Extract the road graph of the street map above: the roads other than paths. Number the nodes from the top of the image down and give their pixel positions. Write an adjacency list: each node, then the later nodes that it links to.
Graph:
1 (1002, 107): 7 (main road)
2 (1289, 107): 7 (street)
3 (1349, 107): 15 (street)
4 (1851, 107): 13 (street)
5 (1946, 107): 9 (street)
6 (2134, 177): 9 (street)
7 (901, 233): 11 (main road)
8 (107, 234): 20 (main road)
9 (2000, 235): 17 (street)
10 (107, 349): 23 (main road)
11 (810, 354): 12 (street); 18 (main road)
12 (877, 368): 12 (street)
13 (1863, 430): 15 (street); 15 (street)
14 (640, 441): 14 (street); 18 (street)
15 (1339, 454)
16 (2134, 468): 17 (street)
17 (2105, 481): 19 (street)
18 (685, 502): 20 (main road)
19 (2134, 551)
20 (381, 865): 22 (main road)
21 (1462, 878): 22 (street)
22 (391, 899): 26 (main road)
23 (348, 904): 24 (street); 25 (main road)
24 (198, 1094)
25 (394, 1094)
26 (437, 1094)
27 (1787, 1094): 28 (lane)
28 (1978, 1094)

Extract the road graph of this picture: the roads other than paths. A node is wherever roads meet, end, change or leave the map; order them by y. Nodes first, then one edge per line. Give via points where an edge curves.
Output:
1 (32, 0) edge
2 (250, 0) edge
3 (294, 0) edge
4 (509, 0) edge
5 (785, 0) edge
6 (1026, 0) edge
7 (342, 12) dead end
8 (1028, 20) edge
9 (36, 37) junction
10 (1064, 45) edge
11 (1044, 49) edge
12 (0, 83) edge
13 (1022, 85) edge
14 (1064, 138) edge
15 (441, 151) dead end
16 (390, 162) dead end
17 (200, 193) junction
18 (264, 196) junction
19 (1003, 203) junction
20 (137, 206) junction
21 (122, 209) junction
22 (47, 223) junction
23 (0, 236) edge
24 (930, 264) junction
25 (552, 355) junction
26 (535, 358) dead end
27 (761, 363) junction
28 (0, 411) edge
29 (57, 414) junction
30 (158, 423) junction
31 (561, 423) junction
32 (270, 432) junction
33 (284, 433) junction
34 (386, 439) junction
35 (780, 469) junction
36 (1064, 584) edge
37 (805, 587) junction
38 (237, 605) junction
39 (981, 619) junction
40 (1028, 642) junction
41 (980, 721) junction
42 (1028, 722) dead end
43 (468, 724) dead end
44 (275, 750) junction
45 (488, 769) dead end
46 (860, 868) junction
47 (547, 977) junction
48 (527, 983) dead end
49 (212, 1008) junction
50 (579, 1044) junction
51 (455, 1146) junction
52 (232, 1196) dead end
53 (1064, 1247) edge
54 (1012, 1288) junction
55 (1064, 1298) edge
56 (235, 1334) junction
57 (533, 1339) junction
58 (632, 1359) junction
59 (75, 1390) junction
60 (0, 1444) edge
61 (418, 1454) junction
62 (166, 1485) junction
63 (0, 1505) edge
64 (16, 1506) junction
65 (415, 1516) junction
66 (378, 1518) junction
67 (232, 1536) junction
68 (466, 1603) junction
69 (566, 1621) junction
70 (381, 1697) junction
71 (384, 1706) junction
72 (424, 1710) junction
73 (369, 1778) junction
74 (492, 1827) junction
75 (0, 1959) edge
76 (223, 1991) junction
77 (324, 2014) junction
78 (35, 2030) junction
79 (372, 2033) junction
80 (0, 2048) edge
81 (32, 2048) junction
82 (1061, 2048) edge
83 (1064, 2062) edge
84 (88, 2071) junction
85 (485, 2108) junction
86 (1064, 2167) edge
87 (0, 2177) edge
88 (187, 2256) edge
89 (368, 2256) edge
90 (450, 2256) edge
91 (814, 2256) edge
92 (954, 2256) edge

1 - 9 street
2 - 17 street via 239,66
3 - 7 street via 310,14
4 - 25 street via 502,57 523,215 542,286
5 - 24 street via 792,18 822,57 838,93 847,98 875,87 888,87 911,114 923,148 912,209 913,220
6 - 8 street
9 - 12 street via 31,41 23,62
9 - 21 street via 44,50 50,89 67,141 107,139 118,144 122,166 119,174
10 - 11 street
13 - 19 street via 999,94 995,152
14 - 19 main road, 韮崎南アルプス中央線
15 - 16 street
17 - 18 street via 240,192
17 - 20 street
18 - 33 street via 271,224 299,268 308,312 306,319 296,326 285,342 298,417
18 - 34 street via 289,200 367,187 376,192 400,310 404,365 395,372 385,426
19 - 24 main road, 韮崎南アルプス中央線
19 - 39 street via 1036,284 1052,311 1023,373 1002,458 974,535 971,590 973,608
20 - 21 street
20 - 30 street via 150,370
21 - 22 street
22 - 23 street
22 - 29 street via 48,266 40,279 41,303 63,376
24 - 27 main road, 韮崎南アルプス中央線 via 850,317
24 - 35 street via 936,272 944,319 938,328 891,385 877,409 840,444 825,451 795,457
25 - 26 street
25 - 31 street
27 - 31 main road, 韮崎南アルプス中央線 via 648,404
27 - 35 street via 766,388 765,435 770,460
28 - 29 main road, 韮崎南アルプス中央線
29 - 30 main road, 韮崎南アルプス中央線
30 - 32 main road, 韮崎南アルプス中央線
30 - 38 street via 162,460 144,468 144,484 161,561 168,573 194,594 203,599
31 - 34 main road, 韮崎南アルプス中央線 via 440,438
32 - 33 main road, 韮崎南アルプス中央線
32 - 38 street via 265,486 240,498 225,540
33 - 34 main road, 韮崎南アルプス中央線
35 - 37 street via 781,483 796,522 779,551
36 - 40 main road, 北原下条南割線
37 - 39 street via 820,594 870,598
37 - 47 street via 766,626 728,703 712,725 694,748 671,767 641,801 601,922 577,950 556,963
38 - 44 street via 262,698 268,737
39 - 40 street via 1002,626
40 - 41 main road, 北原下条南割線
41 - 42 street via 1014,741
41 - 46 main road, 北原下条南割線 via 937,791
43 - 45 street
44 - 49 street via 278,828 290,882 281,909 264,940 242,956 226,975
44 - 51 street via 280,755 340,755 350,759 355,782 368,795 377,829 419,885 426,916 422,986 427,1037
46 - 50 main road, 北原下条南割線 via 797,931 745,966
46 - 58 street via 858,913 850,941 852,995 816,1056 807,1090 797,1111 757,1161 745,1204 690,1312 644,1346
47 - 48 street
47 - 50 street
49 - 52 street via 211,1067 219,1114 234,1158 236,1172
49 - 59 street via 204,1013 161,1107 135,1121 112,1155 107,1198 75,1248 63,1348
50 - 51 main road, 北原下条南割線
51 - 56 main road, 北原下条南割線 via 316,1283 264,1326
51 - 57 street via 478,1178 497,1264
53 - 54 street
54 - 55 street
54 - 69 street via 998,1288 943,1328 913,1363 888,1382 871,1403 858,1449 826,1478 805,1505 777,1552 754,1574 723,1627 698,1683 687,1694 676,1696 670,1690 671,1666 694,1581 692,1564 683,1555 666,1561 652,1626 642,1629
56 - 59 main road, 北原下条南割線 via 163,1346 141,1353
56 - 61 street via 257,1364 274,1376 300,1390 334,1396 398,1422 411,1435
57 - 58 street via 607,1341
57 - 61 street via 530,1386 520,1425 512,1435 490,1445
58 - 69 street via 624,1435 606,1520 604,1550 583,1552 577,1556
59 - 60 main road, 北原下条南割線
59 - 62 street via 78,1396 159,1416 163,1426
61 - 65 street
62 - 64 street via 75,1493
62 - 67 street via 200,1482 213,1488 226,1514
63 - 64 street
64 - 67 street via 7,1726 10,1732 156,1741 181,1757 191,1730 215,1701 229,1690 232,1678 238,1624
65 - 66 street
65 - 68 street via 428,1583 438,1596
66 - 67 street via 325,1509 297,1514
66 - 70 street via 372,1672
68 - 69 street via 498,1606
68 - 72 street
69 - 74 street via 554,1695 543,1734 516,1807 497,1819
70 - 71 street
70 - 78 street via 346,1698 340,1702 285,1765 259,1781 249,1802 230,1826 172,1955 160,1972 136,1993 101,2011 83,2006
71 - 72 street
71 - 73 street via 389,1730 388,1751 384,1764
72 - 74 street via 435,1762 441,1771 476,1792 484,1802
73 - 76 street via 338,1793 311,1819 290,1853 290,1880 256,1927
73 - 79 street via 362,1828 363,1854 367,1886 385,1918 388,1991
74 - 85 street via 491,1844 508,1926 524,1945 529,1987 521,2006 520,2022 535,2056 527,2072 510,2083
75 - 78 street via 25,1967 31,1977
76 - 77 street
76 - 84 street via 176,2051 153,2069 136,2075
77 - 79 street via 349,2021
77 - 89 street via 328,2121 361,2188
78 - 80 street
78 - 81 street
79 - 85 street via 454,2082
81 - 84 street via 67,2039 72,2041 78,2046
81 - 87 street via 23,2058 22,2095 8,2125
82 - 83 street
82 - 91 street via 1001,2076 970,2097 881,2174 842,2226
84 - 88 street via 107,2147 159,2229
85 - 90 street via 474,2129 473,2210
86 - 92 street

•••

Problem details: Each line from the top of the records above through the line containing "Extract the road graph of this" needs to be transcribed exactly, and no line after it.

Solution to this problem:
Extract the road graph of the street map above: the roads other than paths. Number the nodes from the top of the image down and give their pixel positions. Write an adjacency list: each node, then the later nodes that it links to.
Graph:
1 (1002, 107): 7 (main road)
2 (1289, 107): 7 (street)
3 (1349, 107): 15 (street)
4 (1851, 107): 13 (street)
5 (1946, 107): 9 (street)
6 (2134, 177): 9 (street)
7 (901, 233): 11 (main road)
8 (107, 234): 20 (main road)
9 (2000, 235): 17 (street)
10 (107, 349): 23 (main road)
11 (810, 354): 12 (street); 18 (main road)
12 (877, 368): 12 (street)
13 (1863, 430): 15 (street); 15 (street)
14 (640, 441): 14 (street); 18 (street)
15 (1339, 454)
16 (2134, 468): 17 (street)
17 (2105, 481): 19 (street)
18 (685, 502): 20 (main road)
19 (2134, 551)
20 (381, 865): 22 (main road)
21 (1462, 878): 22 (street)
22 (391, 899): 26 (main road)
23 (348, 904): 24 (street); 25 (main road)
24 (198, 1094)
25 (394, 1094)
26 (437, 1094)
27 (1787, 1094): 28 (lane)
28 (1978, 1094)

Extract the road graph of this picture: the roads other than paths. A node is wherever roads meet, end, change or leave the map; order them by y. Nodes first, then one edge per line. Give via points where an edge curves.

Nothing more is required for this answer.